● ACTION ITEM
Each line of the listing that includes the string "function" needs to be located and copied.

● INFORMATION
--

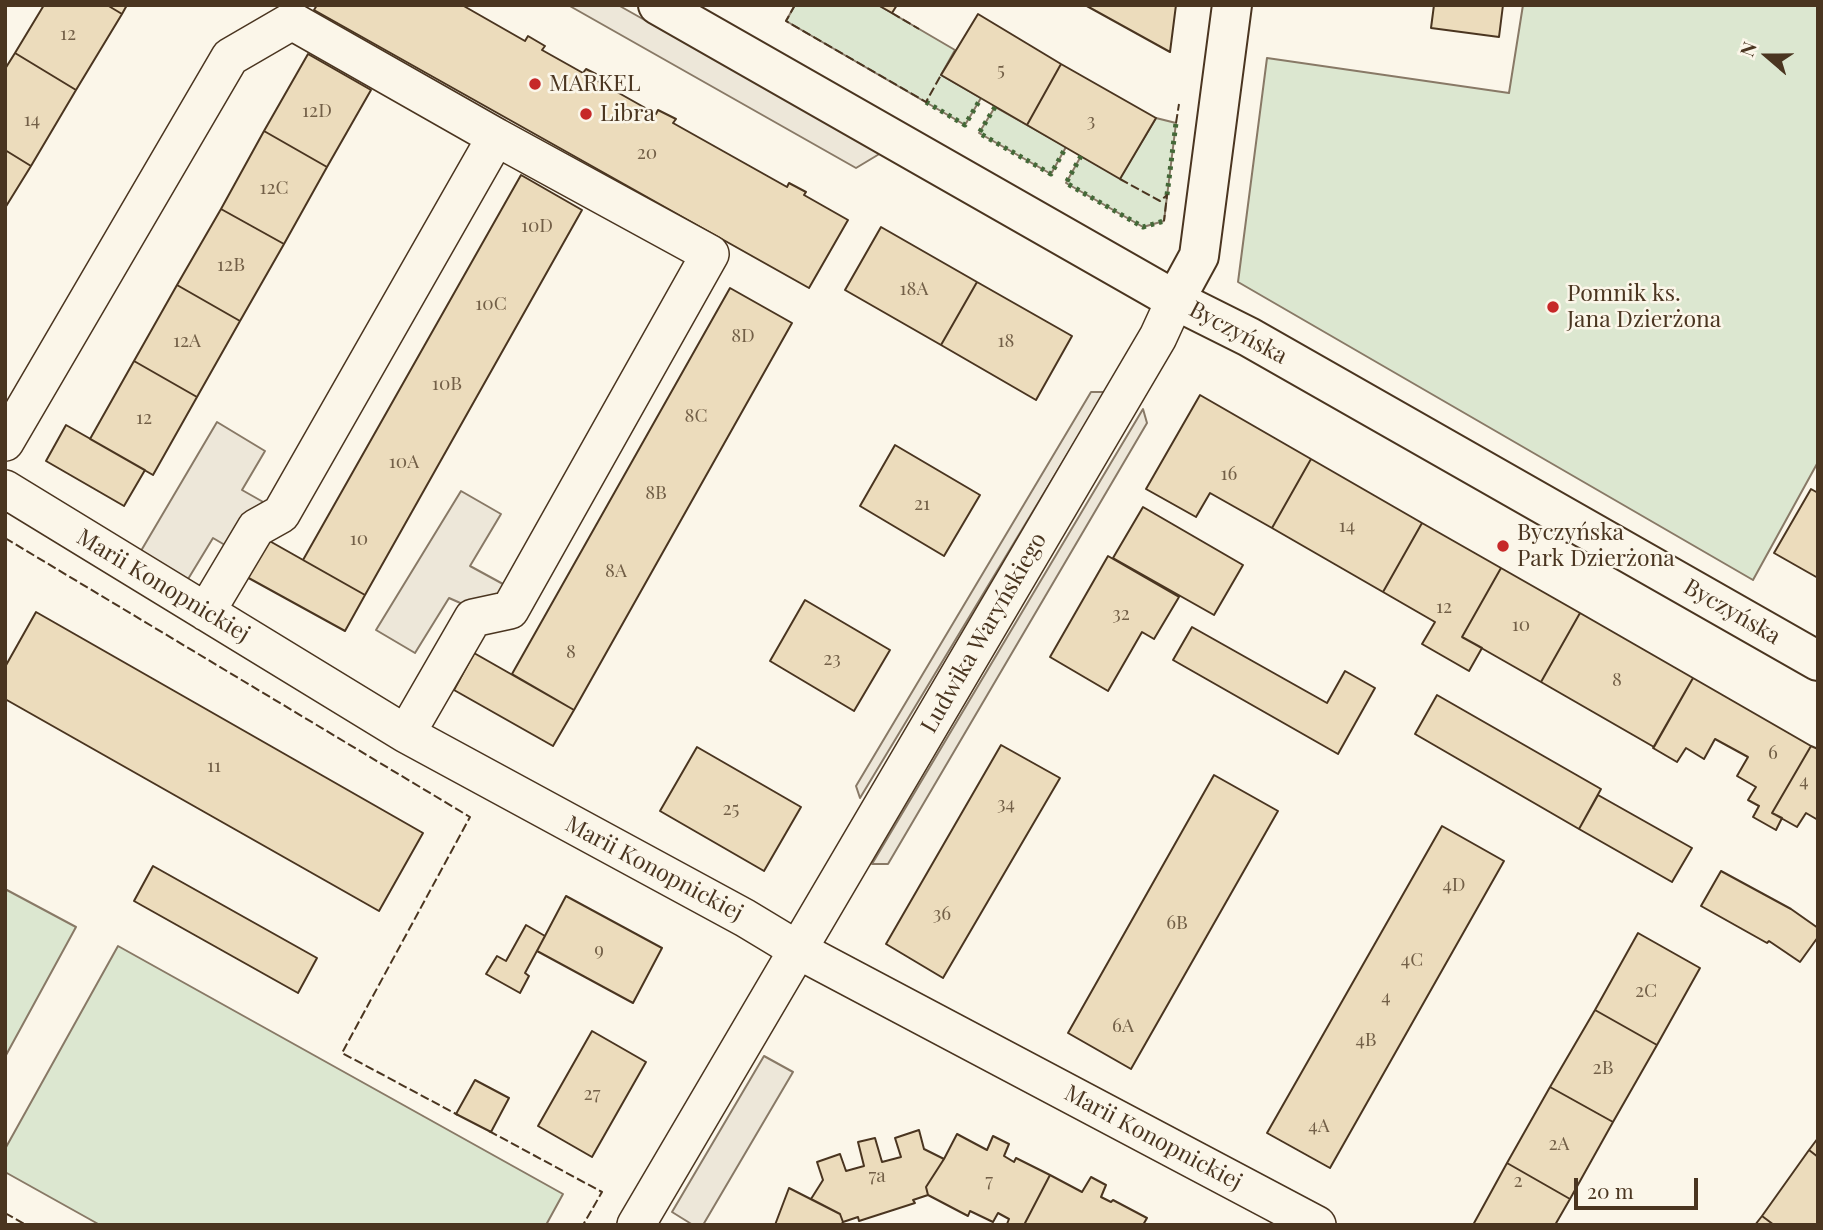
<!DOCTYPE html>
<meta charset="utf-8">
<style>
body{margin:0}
#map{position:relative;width:1823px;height:1230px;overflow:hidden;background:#fbf6e9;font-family:"Playfair Display",serif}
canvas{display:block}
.frame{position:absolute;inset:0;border:7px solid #4a3520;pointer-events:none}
.north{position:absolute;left:1732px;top:21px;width:70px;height:70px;-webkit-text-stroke:5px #fbf6e9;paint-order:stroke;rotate:290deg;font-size:19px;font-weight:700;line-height:28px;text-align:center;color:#4a3520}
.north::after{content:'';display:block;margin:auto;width:24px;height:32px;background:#4a3520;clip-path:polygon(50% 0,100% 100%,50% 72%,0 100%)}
.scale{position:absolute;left:1574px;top:1178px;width:124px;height:32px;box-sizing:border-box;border:4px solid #4a3520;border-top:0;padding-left:9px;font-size:21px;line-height:24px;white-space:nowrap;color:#4a3520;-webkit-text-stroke:5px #fbf6e9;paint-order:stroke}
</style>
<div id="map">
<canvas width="1823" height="1230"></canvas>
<div class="frame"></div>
<div class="north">N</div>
<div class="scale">20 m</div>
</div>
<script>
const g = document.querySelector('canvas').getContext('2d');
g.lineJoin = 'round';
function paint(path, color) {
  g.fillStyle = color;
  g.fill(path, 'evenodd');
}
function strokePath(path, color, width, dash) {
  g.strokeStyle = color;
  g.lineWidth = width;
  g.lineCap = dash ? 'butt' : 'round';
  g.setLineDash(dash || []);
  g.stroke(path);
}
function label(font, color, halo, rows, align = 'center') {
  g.font = font + ' "Playfair Display",serif';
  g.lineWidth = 5;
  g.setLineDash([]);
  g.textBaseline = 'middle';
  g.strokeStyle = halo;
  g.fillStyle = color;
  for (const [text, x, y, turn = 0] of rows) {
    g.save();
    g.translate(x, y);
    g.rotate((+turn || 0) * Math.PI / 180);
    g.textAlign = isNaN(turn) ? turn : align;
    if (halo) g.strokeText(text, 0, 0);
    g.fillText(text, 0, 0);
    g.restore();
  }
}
const green = new Path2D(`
 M795,5H878L955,50L941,75L981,98L965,125L786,21Z
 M1523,5H1818V462L1753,580L1238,282L1267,58L1509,93Z
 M995,107L1066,147L1051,174L979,133Z
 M1156,118L1176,123L1164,221L1143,227L1066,183L1081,156L1120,178Z
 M5,889L76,927L5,1057Z
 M118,946L563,1194L546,1225H100L5,1172V1149Z`);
paint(green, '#dce7d0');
strokePath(green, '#887966', 2);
const parking = new Path2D(`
 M568,5H618L881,153L856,168Z
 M1091,392H1105L860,798L856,786Z
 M1143,409L1147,423L888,864H872Z
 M217,422L265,451L242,490L265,503L235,551L213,538L182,589L135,561Z
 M461,491L501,514L470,566L514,590L474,609L449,598L415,653L376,630Z
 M764,1056L793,1072L703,1225H693L672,1212Z`);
paint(parking, '#ede7d9');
strokePath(parking, '#887966', 2);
const building = new Path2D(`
 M44,5H107L122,14L76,90L15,53Z
 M107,5H127L122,14Z
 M317,5H462L525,41L528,36L545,46L542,50L583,73L586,69L596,74L594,79L656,114L658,110L676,119L673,123L787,187L789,183L806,192L804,195L848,220L809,288L314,10Z
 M878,5H897L892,13Z
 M1085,5H1176L1170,52Z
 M1434,5H1503L1499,37L1431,28Z
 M978,14L1061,64L1027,125L941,75Z
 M15,53L76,90L31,166L5,150V69Z
 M308,54L371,90L327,167L264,131Z
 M1061,64L1156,118L1120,179L1027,125Z
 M264,131L327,167L284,244L221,209Z
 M5,150L31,166L5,208Z
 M521,175L582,210L365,595L303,560Z
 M221,209L284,244L240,321L177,285Z
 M881,227L977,282L941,345L845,290Z
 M977,282L1072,336L1036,400L941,345Z
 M177,285L240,321L197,397L134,361Z
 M730,288L792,323L574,710L512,674Z
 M134,361L197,397L153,475L90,439Z
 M1200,395L1311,459L1272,528L1210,493L1196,517L1146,489Z
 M66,425L145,470L124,506L46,461Z
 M895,445L980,495L944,556L860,506Z
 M1311,459L1422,523L1383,592L1272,528Z
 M1811,489L1818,493V578L1774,553Z
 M1143,507L1243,565L1214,615L1113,558Z
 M1422,523L1501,568L1462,637L1482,648L1469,671L1422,644L1435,622L1383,592Z
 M266,539L365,595L345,631L245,576Z
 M1108,556L1179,597L1154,639L1142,632L1108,691L1050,657Z
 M1501,568L1580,613L1541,682L1462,637Z
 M805,600L890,650L854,711L770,661Z
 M36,612L423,833L379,911L5,699V667Z
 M1580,613L1693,678L1654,747L1541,682Z
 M1192,627L1327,703L1345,671L1375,688L1338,754L1173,660Z
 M474,653L574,710L553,746L454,690Z
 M1693,678L1811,746L1772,813L1782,818L1776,830L1753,817L1759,806L1748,800L1756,787L1737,776L1748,757L1715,739L1704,759L1686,748L1677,762L1653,748Z
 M1437,695L1601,789L1579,829L1415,734Z
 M1001,745L1060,778L943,978L886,944Z
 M1811,746L1818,749V820L1806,813L1797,827L1772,813Z
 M697,747L801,807L764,871L660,811Z
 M1214,775L1278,811L1131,1069L1068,1033Z
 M1598,795L1692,848L1672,882L1579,829Z
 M1442,826L1504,861L1330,1168L1267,1133Z
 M153,866L317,958L298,993L134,901Z
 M1721,871L1791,909L1818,928V937L1800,962L1769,941L1767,943L1701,906Z
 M566,896L662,948L633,1003L537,951Z
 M526,925L545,936L525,973L529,976L520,993L486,974L497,956L506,961Z
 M1638,933L1700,968L1657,1045L1595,1010Z
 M1595,1010L1657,1045L1613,1122L1550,1087Z
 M592,1031L646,1062L592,1157L538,1126Z
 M475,1080L509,1098L491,1132L456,1114Z
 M1550,1087L1613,1122L1570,1199L1507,1163Z
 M919,1130L924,1149L944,1159L926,1187L928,1195L913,1200L915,1203L859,1221L858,1217L843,1222L840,1214L811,1199L823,1180L817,1162L840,1154L846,1171L864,1166L858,1142L875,1138L882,1162L901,1157L895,1138Z
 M957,1134L987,1150L993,1136L1009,1144L1004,1156L1014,1162L1016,1158L1050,1175L1024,1225H1009L1007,1224L1009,1219L998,1213L993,1222L970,1211L968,1216L928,1195L926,1187L944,1159Z
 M1818,1138V1157L1809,1150Z
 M1809,1150L1818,1157V1225H1774L1762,1216Z
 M1507,1163L1570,1199L1555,1225H1473Z
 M1050,1175L1082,1192L1091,1177L1106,1185L1101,1197L1111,1202L1113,1200L1147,1218L1143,1225H1024Z
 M789,1188L840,1214L843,1222L841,1225H775Z
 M1762,1216L1774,1225H1755Z`);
paint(building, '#ecdcbc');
strokePath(building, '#4a3520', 2);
const minor = new Path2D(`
 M5,442L230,57L292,21L496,137
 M5,489L406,734L745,918L798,950L1317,1225
 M206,612L256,528L281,514L496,137L710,254L510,610L473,618L406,734
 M636,1225L1158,337L1175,300`);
const tertiary = new Path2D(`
 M658,5L1175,300L1249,337L1818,661
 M1175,300L1199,256L1232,5`);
strokePath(minor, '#4a3520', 40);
strokePath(tertiary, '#4a3520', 42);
strokePath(minor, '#fbf6e9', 37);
strokePath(tertiary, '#fbf6e9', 38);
strokePath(new Path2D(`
 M926,102L965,125L981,98
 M995,107L979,133L1051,174L1066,147
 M1081,156L1066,183L1143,227L1164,221
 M1167,195L1176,123`), '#436837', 5, [3.5, 5]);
strokePath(new Path2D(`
 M795,5L786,21L926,102L941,75
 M892,13L919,29
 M1176,123L1179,104
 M1120,179L1160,201L1167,195L1164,221
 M5,538L470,817L342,1053L458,1115
 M489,1131L602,1192L583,1225
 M5,1213L26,1225`), '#4a3520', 2, [9, 3.5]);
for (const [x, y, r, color] of [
 [535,84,7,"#c62828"],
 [586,114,7,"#c62828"],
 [1553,307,7,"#c62828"],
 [1503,546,7,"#c62828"]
]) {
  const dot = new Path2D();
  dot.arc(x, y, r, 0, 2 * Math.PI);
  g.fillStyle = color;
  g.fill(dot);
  strokePath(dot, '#fbf6e9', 2.5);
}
label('19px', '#725f47', null, [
 ["12",68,34],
 ["5",1001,70],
 ["12D",317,111],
 ["14",32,120],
 ["3",1091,121],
 ["20",647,153],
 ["12C",274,188],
 ["10D",537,226],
 ["12B",231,265],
 ["18A",914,289],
 ["10C",491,304],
 ["8D",743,336],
 ["12A",187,341],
 ["18",1006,341],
 ["10B",447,384],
 ["8C",696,416],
 ["12",144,418],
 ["10A",404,462],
 ["16",1229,474],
 ["8B",656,493],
 ["21",922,504],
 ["14",1347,526],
 ["10",359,539],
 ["8A",616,571],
 ["12",1444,607],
 ["32",1121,614],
 ["10",1521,625],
 ["8",571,652],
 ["23",832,659],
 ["8",1617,680],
 ["6",1773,753],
 ["11",214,766],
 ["4",1804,781],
 ["34",1006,804],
 ["25",731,809],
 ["4D",1454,885],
 ["36",942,914],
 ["6B",1177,923],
 ["9",599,950],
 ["4C",1412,960],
 ["2C",1646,991],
 ["4",1386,997],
 ["6A",1123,1026],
 ["4B",1366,1040],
 ["2B",1603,1068],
 ["27",592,1094],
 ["4A",1319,1126],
 ["2A",1559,1144],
 ["7a",877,1176],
 ["7",989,1181],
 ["2",1518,1181]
]);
label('23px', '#4a3520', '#fbf6e9', [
 ["MARKEL",549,84],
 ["Libra",600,114],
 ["Pomnik ks.",1567,294],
 ["Jana Dzierżona",1567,320],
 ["Byczyńska",1517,533],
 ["Park Dzierżona",1517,559]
], 'left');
label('23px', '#4a3520', '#fbf6e9', [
 ["Byczyńska",1238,333,28],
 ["Marii Konopnickiej",163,586,31],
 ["Byczyńska",1732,612,30],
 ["Ludwika Waryńskiego",984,633,-60],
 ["Marii Konopnickiej",654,869,28],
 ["Marii Konopnickiej",1153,1138,28]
]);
</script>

--

● WRITTEN ANSWER
function paint(path, color) {
function strokePath(path, color, width, dash) {
function label(font, color, halo, rows, align = 'center') {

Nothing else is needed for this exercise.